Today a client, who I count as a professional friend and generous advocate for my work, got in touch. He works at Associate Director level in a £150Million revenue specialist consultancy. He knows a thing or two about profit delivery within a multi-disciplinary business working very closely with clients and therefore knows a lot about leadership in practical priority management and project management.

He knows how the dynamics of the different interests of the client and the consultant in a contractual relationship adds complexity to the daily priority management decisions that are taken by all parties working towards the shared goal.

He also knows that when it comes to managing competing priorities there is always a tension between the ‘Project World’ and the ‘Operational World’ of work.

The reason he got in touch is that he is currently working through the productivity issues within yet another complexity common to many businesses. The complexity of co-location with a client. 

Now, this is nothing new to him, his team or many of you reading this. What is laudable, and is probably a contributing factor in the trajectory of his career, is that he is stepping back from ‘Normal’ stepping back from ‘Business as usual’ to question how he can impact productivity improvement within that environment.
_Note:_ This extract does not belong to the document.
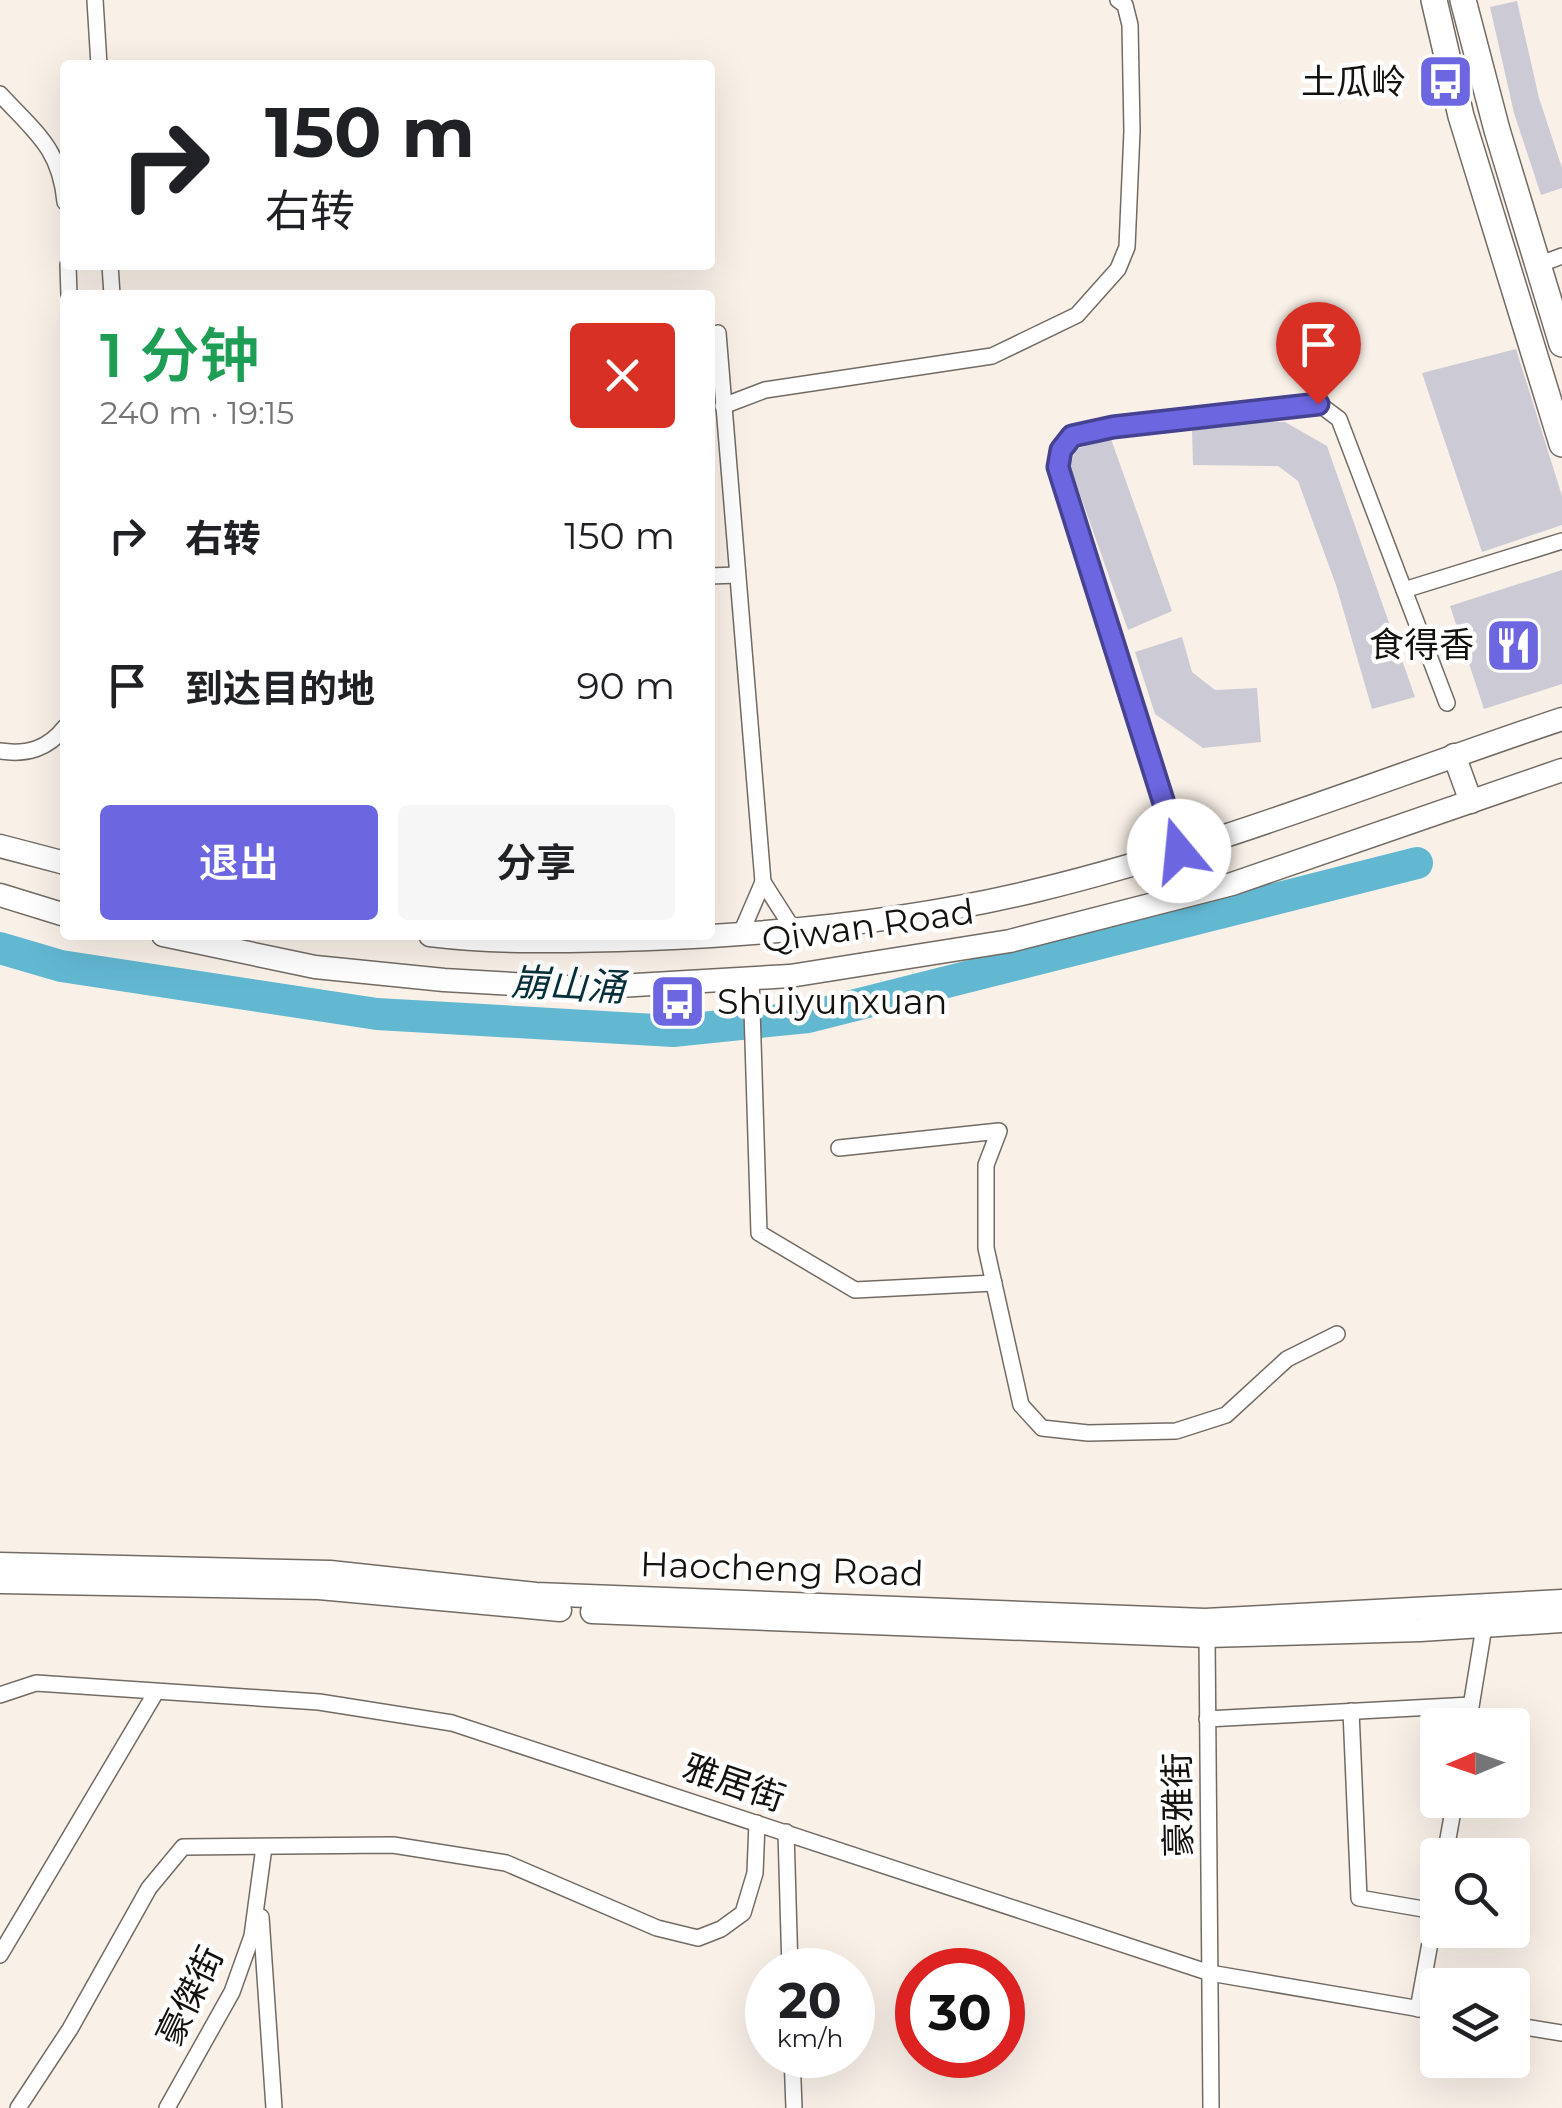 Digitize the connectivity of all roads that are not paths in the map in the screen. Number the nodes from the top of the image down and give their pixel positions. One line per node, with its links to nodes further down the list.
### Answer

It’s a big ask. Mashing the culture, power play and commercial interests of the client with that of his firm. Mashing the competing priorities of the project and operational worlds, mashing the dynamics of conceptual work with the ‘Get it out the door today at any cost’ work.
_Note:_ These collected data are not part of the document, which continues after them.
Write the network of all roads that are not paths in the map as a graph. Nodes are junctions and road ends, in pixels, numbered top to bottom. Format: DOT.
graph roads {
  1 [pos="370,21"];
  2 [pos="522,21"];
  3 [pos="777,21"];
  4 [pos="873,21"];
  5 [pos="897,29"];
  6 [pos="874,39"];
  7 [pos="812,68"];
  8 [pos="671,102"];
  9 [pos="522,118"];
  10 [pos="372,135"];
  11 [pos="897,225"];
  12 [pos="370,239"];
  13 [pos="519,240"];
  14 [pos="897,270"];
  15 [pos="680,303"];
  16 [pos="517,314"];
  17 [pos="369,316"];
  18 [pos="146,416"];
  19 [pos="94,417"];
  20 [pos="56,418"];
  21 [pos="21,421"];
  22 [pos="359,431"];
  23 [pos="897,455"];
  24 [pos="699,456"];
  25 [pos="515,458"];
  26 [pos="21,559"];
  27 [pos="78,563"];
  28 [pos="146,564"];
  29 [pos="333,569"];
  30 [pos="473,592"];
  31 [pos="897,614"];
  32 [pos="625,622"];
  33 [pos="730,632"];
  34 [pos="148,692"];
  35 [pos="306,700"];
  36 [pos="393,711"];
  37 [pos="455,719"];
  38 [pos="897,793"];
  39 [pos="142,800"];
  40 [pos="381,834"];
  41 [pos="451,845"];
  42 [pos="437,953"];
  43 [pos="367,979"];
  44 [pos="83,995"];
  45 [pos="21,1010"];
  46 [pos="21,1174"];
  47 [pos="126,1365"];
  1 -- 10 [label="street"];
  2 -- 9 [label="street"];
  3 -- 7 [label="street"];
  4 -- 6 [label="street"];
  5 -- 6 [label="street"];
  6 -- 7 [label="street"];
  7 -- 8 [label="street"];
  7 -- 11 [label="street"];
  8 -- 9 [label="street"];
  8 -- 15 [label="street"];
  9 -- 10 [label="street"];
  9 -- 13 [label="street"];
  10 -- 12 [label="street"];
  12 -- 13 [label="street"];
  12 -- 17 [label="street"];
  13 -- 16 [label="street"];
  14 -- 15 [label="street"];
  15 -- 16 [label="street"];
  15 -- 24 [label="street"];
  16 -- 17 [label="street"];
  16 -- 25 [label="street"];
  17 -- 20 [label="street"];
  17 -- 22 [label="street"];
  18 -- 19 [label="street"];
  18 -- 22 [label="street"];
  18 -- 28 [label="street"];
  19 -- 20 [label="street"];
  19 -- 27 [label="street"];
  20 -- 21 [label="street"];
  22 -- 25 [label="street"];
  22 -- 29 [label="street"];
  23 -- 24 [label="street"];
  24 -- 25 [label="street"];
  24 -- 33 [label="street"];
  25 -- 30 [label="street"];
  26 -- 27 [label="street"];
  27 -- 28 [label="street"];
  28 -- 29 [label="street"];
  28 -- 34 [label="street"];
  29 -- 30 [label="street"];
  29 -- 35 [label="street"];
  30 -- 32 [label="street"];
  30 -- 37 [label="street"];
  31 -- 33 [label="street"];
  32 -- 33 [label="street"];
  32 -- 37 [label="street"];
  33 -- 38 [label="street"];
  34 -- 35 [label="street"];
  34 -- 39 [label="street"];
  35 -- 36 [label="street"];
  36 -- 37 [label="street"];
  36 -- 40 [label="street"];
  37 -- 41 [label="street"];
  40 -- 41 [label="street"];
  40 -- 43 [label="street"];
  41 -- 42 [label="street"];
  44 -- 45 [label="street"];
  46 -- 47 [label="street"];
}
Some would think it worthy of a process reengineering or change management project in itself.

Most would shrug their shoulders, consider it as ‘Normal’ and accept their fate.

Not him, though.

He also knows that demonstrating leadership and delivering high quality results within complex work environments and demanding workloads has more to do with the way he and his people choose, control and deliver their priorities on a day-to-day basis.

It has more to do with the small, simple, well thought out process improvements in the way we do work, more in line with kaizen than change management.

It has more to do with him and his people being, what he calls, a ‘Productivity Virus’ that will spread within the client team when they see the impact of his priority decisions, management and delivery.

I’d like to think that it may also have something to do with the training we provided him and many others in the business on managing competing priorities with Microsoft Outlook.

One of the resources he investigated as part of this initiative was the excellent TED talk by Jason Fried on ‘Why work doesn’t happen at work’ As my friend says, he now sees M&Ms in a new light!